===== RECORDS TO PROCESS

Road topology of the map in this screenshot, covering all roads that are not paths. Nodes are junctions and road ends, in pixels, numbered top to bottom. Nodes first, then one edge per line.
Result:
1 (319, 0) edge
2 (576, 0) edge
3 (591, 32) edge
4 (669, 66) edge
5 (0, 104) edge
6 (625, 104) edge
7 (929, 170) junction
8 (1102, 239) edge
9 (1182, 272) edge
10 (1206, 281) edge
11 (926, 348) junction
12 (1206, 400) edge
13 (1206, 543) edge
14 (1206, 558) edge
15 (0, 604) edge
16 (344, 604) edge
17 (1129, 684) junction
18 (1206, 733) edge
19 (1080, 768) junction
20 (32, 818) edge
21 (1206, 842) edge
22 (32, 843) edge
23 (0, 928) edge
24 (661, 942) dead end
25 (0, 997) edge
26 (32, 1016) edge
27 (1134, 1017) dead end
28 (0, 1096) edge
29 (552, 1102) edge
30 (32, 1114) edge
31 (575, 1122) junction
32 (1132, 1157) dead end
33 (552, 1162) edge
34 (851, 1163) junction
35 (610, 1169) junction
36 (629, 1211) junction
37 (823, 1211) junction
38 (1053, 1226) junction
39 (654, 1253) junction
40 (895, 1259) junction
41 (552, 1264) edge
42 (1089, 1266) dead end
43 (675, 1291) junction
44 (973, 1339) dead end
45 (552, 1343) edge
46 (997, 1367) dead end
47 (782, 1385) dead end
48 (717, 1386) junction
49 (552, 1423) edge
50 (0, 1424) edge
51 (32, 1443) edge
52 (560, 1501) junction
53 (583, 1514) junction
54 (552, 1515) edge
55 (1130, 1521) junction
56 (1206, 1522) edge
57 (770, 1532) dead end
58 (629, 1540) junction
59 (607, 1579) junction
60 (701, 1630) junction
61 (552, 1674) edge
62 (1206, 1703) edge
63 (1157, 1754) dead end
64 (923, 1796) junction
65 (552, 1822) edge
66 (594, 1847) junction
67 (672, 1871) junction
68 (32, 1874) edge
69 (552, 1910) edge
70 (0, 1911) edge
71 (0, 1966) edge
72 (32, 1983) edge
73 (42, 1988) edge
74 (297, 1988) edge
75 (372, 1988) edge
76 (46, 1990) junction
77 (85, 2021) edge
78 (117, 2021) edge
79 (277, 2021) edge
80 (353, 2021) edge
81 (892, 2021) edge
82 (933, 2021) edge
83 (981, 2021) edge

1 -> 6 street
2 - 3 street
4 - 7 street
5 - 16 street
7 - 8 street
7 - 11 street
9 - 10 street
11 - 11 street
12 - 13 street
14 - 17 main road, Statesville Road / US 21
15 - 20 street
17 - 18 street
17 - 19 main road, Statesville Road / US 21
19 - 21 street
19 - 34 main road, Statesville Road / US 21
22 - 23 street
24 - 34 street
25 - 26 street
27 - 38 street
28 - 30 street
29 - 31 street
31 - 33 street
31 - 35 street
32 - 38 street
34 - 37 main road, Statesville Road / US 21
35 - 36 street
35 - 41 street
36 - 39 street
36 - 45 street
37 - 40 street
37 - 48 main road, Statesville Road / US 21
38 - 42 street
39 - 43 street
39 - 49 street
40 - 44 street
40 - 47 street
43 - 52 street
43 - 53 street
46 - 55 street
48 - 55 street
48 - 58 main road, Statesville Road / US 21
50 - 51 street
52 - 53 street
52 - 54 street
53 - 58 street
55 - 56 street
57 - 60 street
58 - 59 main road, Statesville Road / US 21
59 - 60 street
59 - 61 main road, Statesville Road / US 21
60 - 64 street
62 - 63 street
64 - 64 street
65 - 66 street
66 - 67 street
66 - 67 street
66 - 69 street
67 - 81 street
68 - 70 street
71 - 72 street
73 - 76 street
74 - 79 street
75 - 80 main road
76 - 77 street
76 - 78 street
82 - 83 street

==========

-- WHAT NEEDS TO BE DONE --
Note every line of the entries in which "road" appears, and copy it down.

-- EXERCISE SOLUTION --
Road topology of the map in this screenshot, covering all roads that are not paths. Nodes are junctions and road ends, in pixels, numbered top to bottom. Nodes first, then one edge per line.
14 - 17 main road, Statesville Road / US 21
17 - 19 main road, Statesville Road / US 21
19 - 34 main road, Statesville Road / US 21
34 - 37 main road, Statesville Road / US 21
37 - 48 main road, Statesville Road / US 21
48 - 58 main road, Statesville Road / US 21
58 - 59 main road, Statesville Road / US 21
59 - 61 main road, Statesville Road / US 21
75 - 80 main road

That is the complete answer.